It is 2020, and it seems that CAR-T is still the new kid on the block in the eyes of many pharmaceutical companies. It should not come as a surprise how many Biopharma entities are still participating in the race to develop the next blockbuster CAR-T therapeutic, even amidst this pandemic crisis. Some of the big names, companies such as Amgen, Novartis, Kite Pharma, and Celgene (a BMS company) are actively developing their CAR-T cell pipeline. This recent boom in personalized medicine is here to stay, and the Life Science industry is quickly looking to adopt these new platforms. And while there is contagious excitement for a treatment that will address a pathology that has undoubtedly touched every one of us, there are still several major hurdles that Biopharma companies will have to address. This innovative treatment will require companies to rethink their approach towards the general chemistry, manufacturing, and control (CMC) standards that they have previously used throughout the drug development process.

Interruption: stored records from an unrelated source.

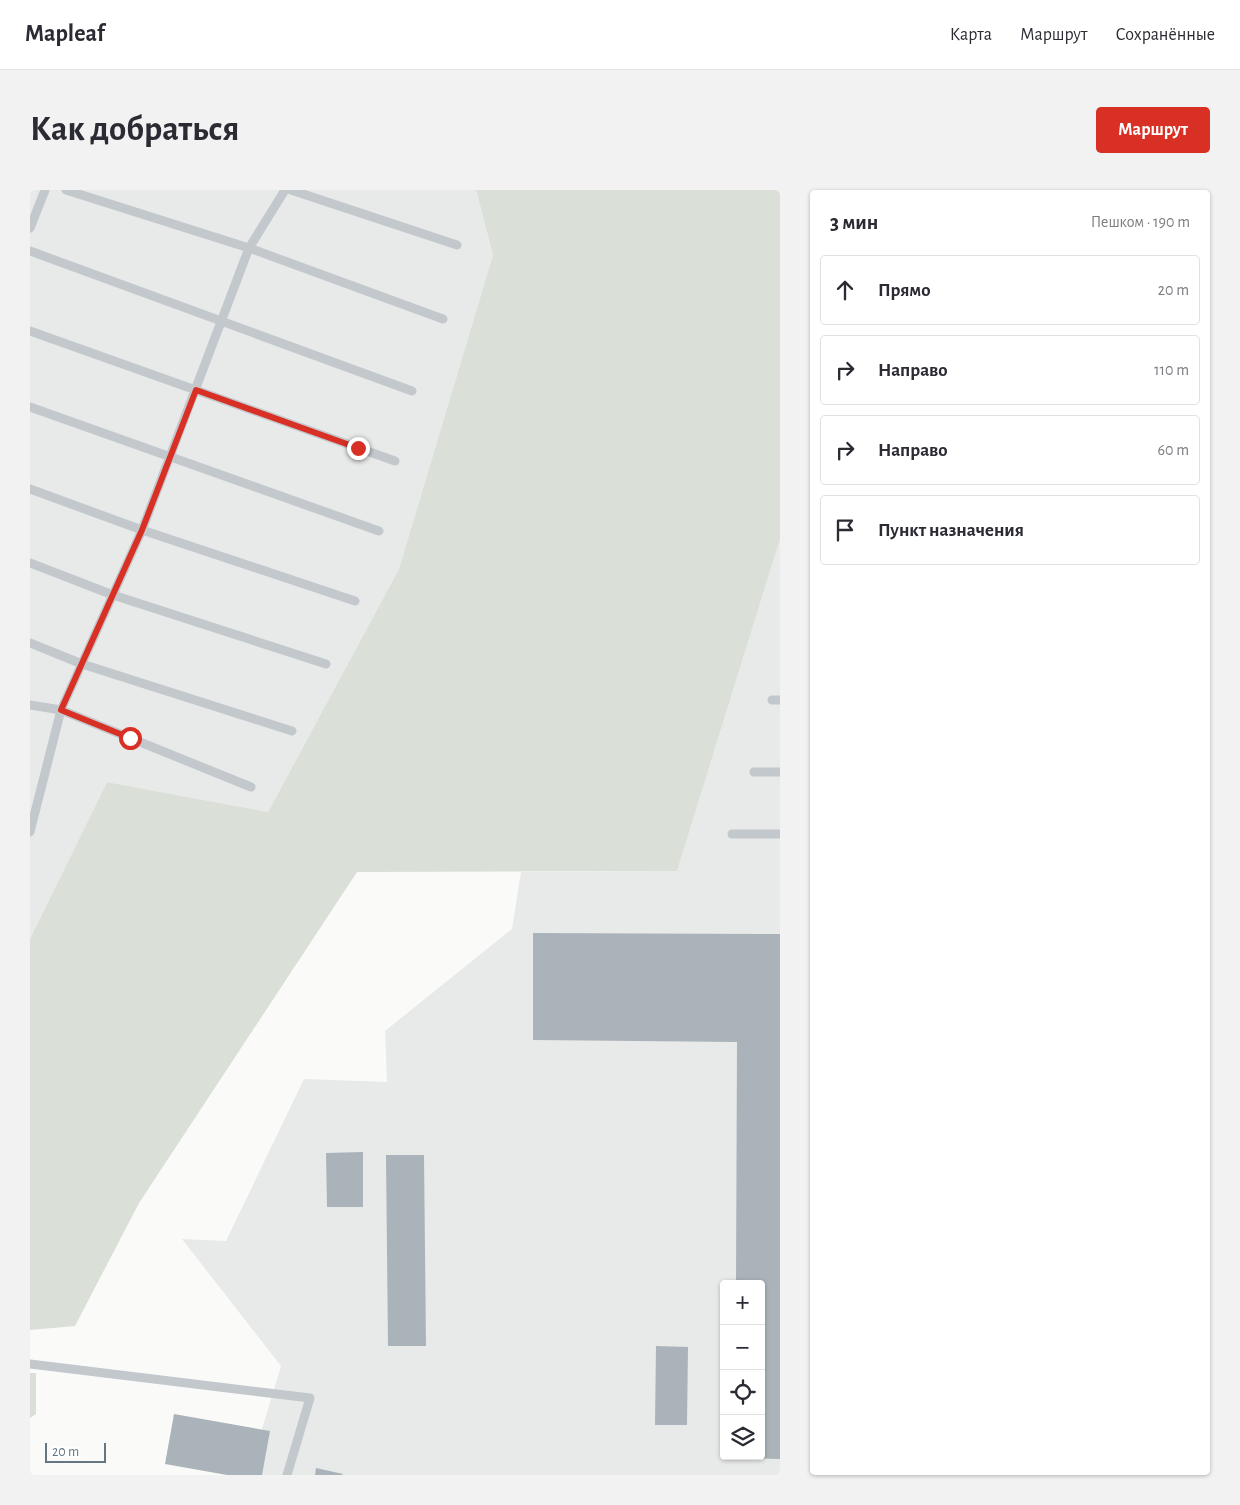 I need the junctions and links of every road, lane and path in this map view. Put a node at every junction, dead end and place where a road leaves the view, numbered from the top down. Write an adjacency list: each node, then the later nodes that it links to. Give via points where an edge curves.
1 (45, 190): 5 (lane)
2 (66, 190): 7 (lane)
3 (286, 190): 7 (lane)
4 (291, 190): 6 (lane)
5 (30, 228)
6 (457, 245)
7 (249, 248): 9 (lane); 10 (lane)
8 (30, 251): 10 (lane)
9 (443, 319)
10 (221, 321): 12 (lane); 13 (lane)
11 (30, 331): 12 (lane)
12 (196, 390): 15 (lane); 16 (lane)
13 (412, 391)
14 (30, 407): 15 (lane)
15 (171, 456): 18 (lane); 19 (lane)
16 (395, 460)
17 (30, 489): 18 (lane)
18 (142, 530): 21 (lane); 22 (lane)
19 (379, 531)
20 (30, 563): 21 (lane)
21 (113, 595): 24 (lane); 25 (lane)
22 (355, 601)
23 (30, 643): 24 (lane)
24 (82, 664): 27 (lane); 28 (lane)
25 (326, 664)
26 (30, 705): 27 (lane)
27 (61, 710): 31 (lane); 32 (lane)
28 (292, 731)
29 (754, 772): 30 (lane)
30 (780, 772)
31 (251, 787)
32 (30, 832)
33 (732, 834): 34 (lane)
34 (780, 834)
35 (30, 1364): 36 (lane, via 310,1398)
36 (287, 1475) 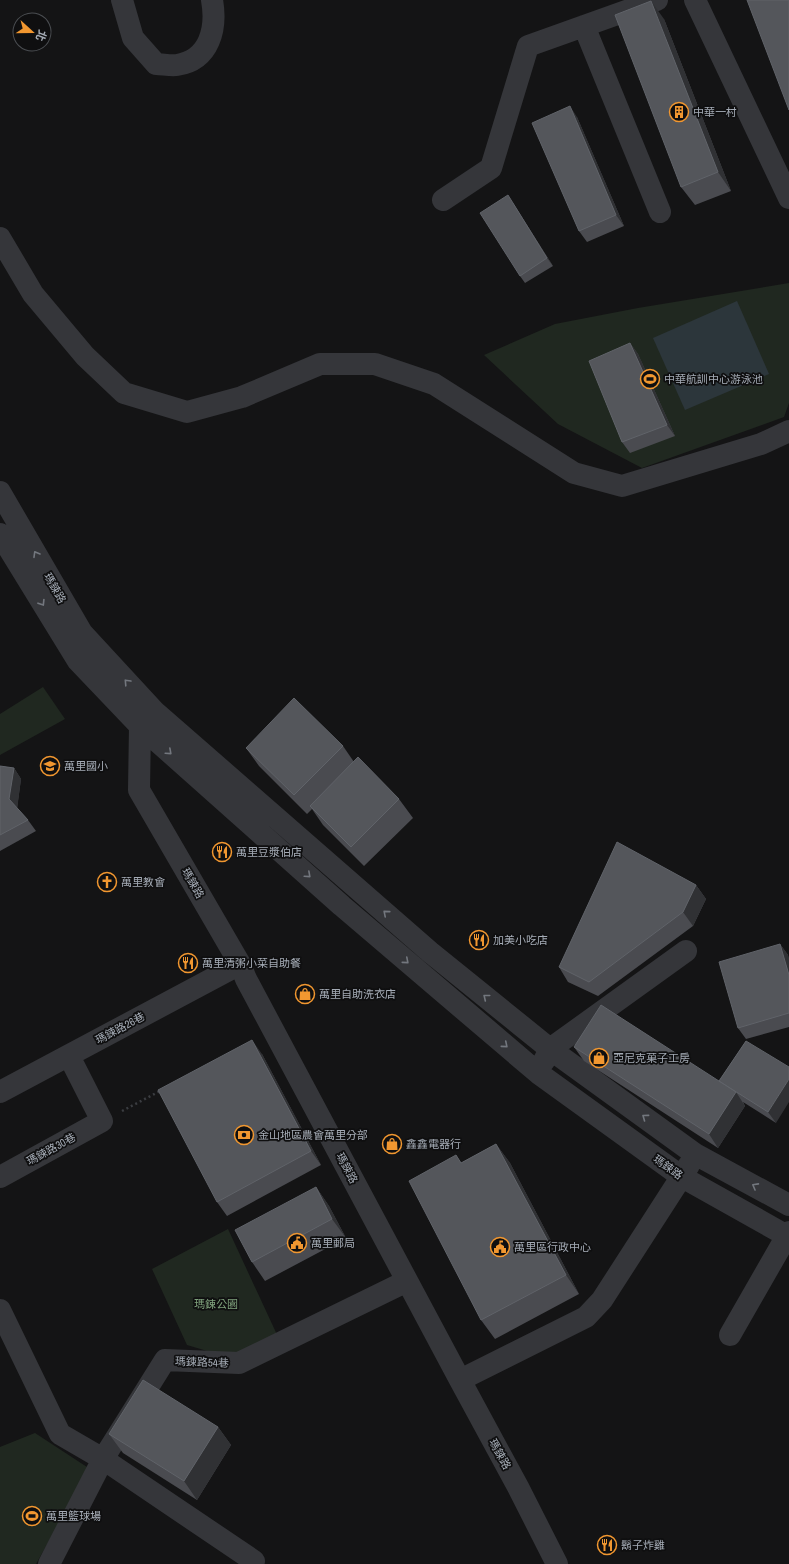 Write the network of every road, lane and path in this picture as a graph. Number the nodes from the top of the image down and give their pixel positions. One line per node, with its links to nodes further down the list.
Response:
1 (122, 0): 2 (street)
2 (212, 0)
3 (657, 0): 5 (street)
4 (695, 0): 6 (street)
5 (584, 26): 7 (street); 8 (street)
6 (789, 198)
7 (443, 200)
8 (660, 212)
9 (0, 238): 10 (street)
10 (789, 431)
11 (0, 492): 13 (street, 瑪鋉路, one-way to 11)
12 (0, 534): 13 (street, 瑪鋉路, one-way to 13)
13 (147, 718): 15 (street, 瑪鋉路); 16 (street, 瑪鋉路, one-way to 13); 18 (street, 瑪鋉路, one-way to 18)
14 (686, 951): 16 (street)
15 (240, 964): 17 (street, 瑪鋉路26巷); 27 (street, 瑪鋉路)
16 (550, 1049): 18 (street); 22 (street, 瑪鋉路, one-way to 16)
17 (69, 1056): 20 (street, 瑪鋉路26巷); 21 (street)
18 (538, 1073): 24 (street, 瑪鋉路)
19 (164, 1089): 21 (path)
20 (0, 1092)
21 (102, 1121): 23 (street, 瑪鋉路30巷)
22 (695, 1154): 24 (street); 25 (street, 瑪鋉路, one-way to 22)
23 (0, 1177)
24 (682, 1177): 26 (street, 瑪鋉路); 30 (street)
25 (789, 1205)
26 (788, 1235): 29 (street)
27 (407, 1281): 30 (street, 瑪鋉路); 31 (street, 瑪鋉路54巷)
28 (0, 1310): 31 (street)
29 (730, 1335)
30 (460, 1380): 34 (street, 瑪鋉路)
31 (103, 1459): 32 (street, 瑪鋉路54巷); 33 (street)
32 (49, 1564)
33 (253, 1564)
34 (557, 1564) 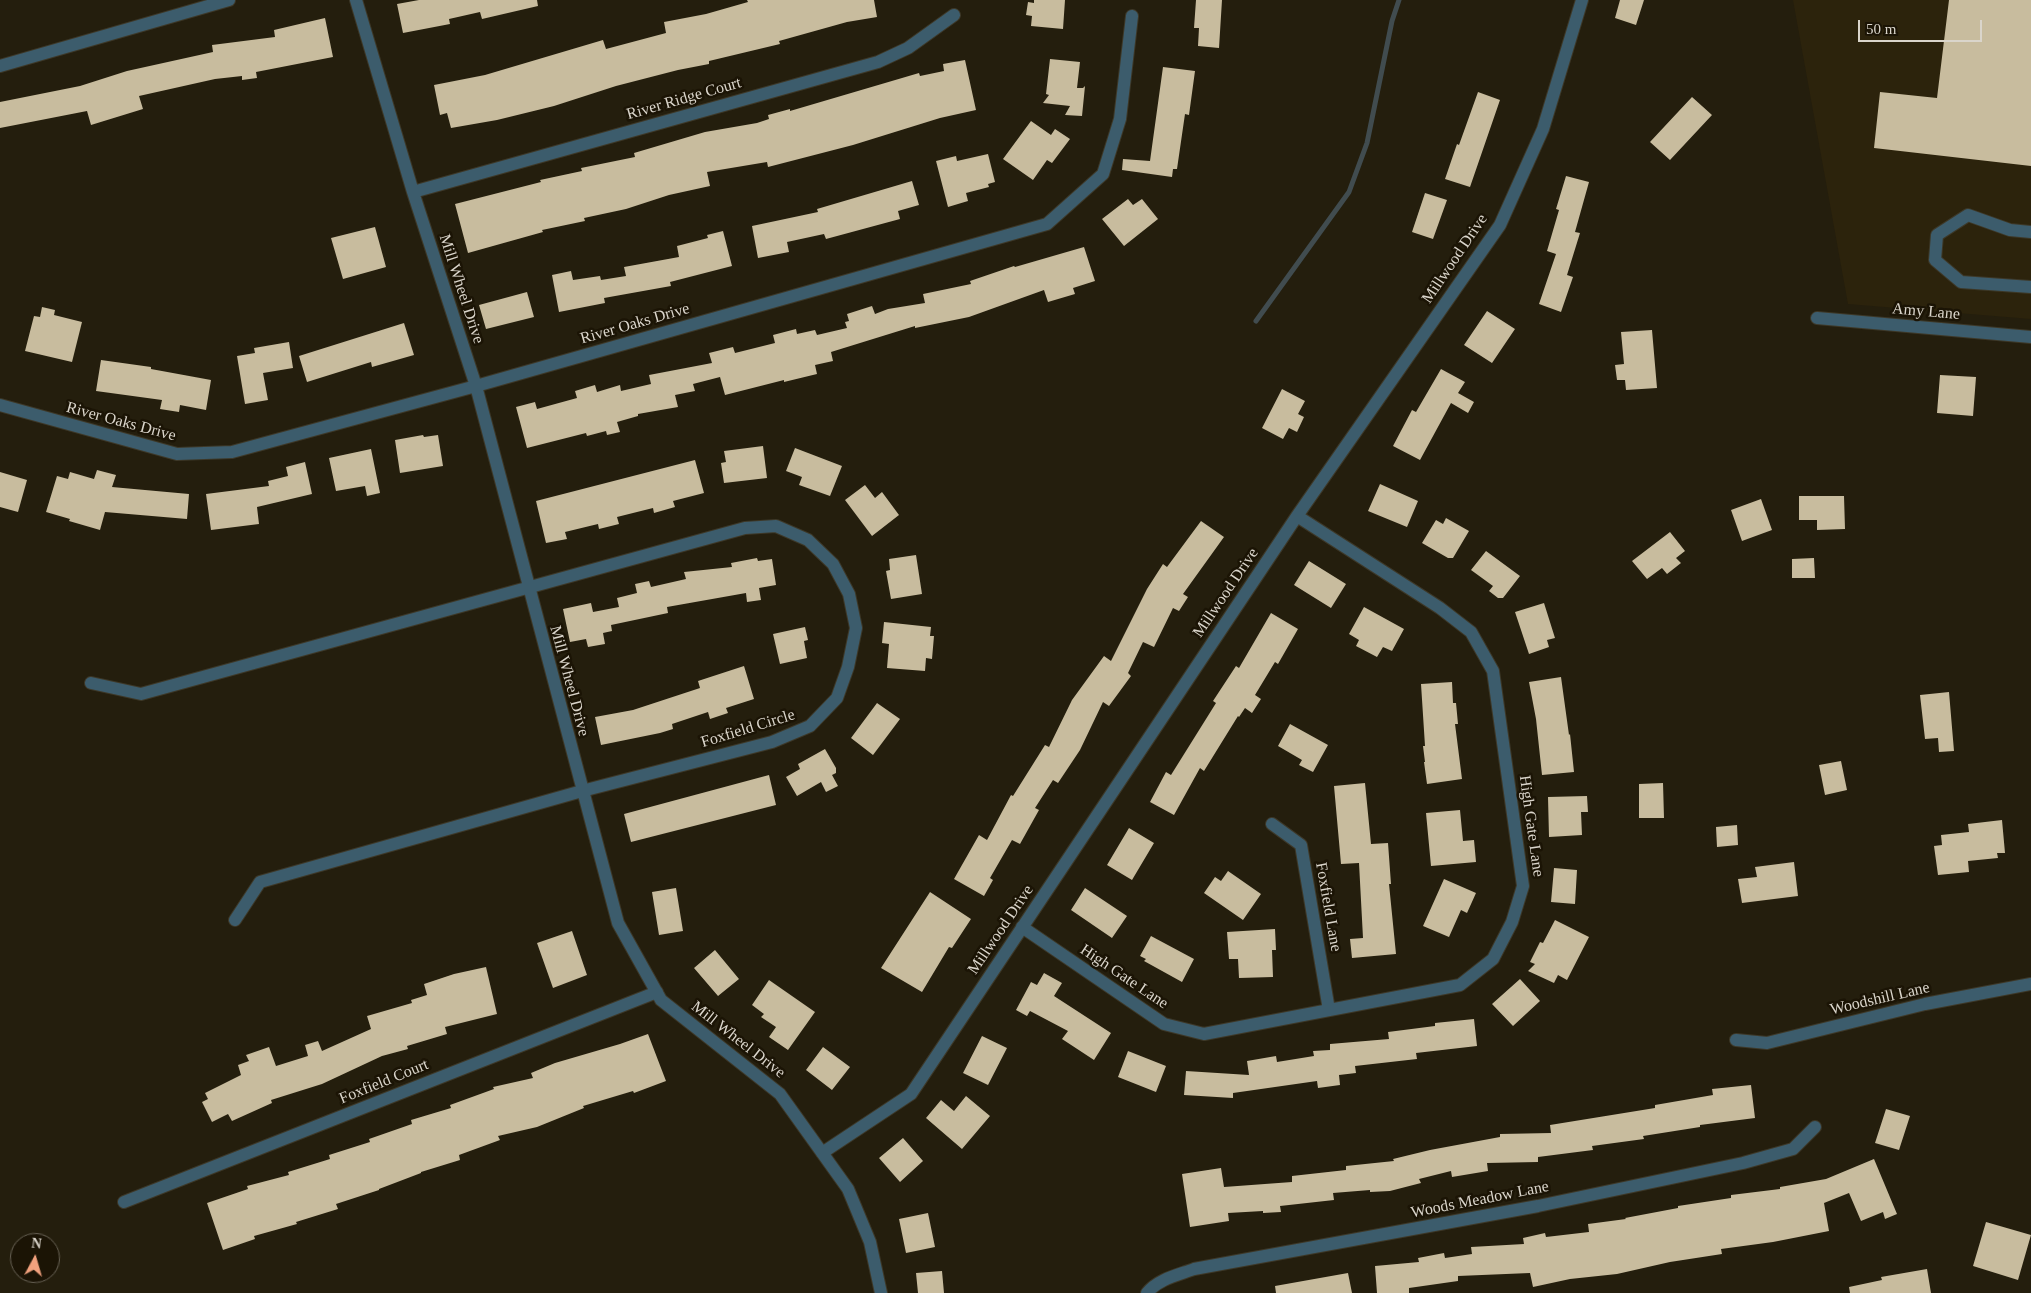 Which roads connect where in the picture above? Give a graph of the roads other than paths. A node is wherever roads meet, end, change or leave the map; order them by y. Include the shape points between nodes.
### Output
1 (230, 0) edge
2 (356, 0) edge
3 (1582, 0) edge
4 (954, 15) dead end
5 (1132, 16) dead end
6 (0, 66) edge
7 (413, 192) junction
8 (2031, 232) edge
9 (2031, 287) edge
10 (1817, 318) dead end
11 (2031, 337) edge
12 (476, 386) junction
13 (0, 405) edge
14 (1297, 516) junction
15 (528, 587) junction
16 (91, 683) dead end
17 (582, 791) junction
18 (1272, 824) dead end
19 (235, 920) dead end
20 (1022, 927) junction
21 (2031, 984) edge
22 (657, 992) junction
23 (1329, 1010) junction
24 (1736, 1040) dead end
25 (1815, 1127) dead end
26 (822, 1153) junction
27 (124, 1202) dead end
28 (881, 1293) edge
29 (1147, 1293) edge

1 - 6 street
2 - 7 street, Mill Wheel Drive
3 - 14 street, Millwood Drive via 1543,129 1500,225
4 - 7 street, River Ridge Court via 908,48 878,62
5 - 12 street, River Oaks Drive via 1120,119 1103,174 1047,224
7 - 12 street, Mill Wheel Drive
8 - 9 street via 2010,230 1968,215 1938,235 1935,260 1961,282
10 - 11 street, Amy Lane
12 - 13 street, River Oaks Drive via 232,452 177,454
12 - 15 street, Mill Wheel Drive
14 - 20 street, Millwood Drive
14 - 23 street, High Gate Lane via 1440,608 1471,632 1493,671 1523,886 1512,922 1493,959 1460,985
15 - 16 street, Foxfield Circle via 141,694
15 - 17 street, Mill Wheel Drive
15 - 17 street, Foxfield Circle via 746,528 776,526 808,540 833,564 849,594 856,628 848,668 837,698 810,726 772,742
17 - 19 street, Foxfield Circle via 260,882
17 - 22 street, Mill Wheel Drive via 618,924
18 - 23 street, Foxfield Lane via 1301,845
20 - 23 street, High Gate Lane via 1164,1024 1204,1034
20 - 26 street, Millwood Drive via 910,1094
21 - 24 street, Woodshill Lane via 1925,1004 1767,1043
22 - 26 street, Mill Wheel Drive via 661,1000 780,1094
22 - 27 street, Foxfield Court
25 - 29 street, Woods Meadow Lane via 1793,1149 1743,1163 1538,1206 1194,1269 1166,1279
26 - 28 street, Mill Wheel Drive via 848,1189 870,1242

CAR-T treatment is always focused on a single patient, so the route to drug approval will have to majorly change. It will also invariably rearrange the structure of the typical drug manufacturing process. PMs within the life sciences will find themselves seeking innovative solutions to bypass the stringent constraints of generalized pharma production. And this is only the beginning of the challenges that will be faced. From a technical standpoint, acquiring an adequate amount of T cells can be difficult and the development of personalized batches leading to the finalized product can involve a lengthy and individualized manufacturing process. Biopharma will have to adapt to the new GMP requirements that CAR-T will bring. Change is never easy, but if it can bring about a new approach to public enemy number one, cancer, then I am a thousand percent in.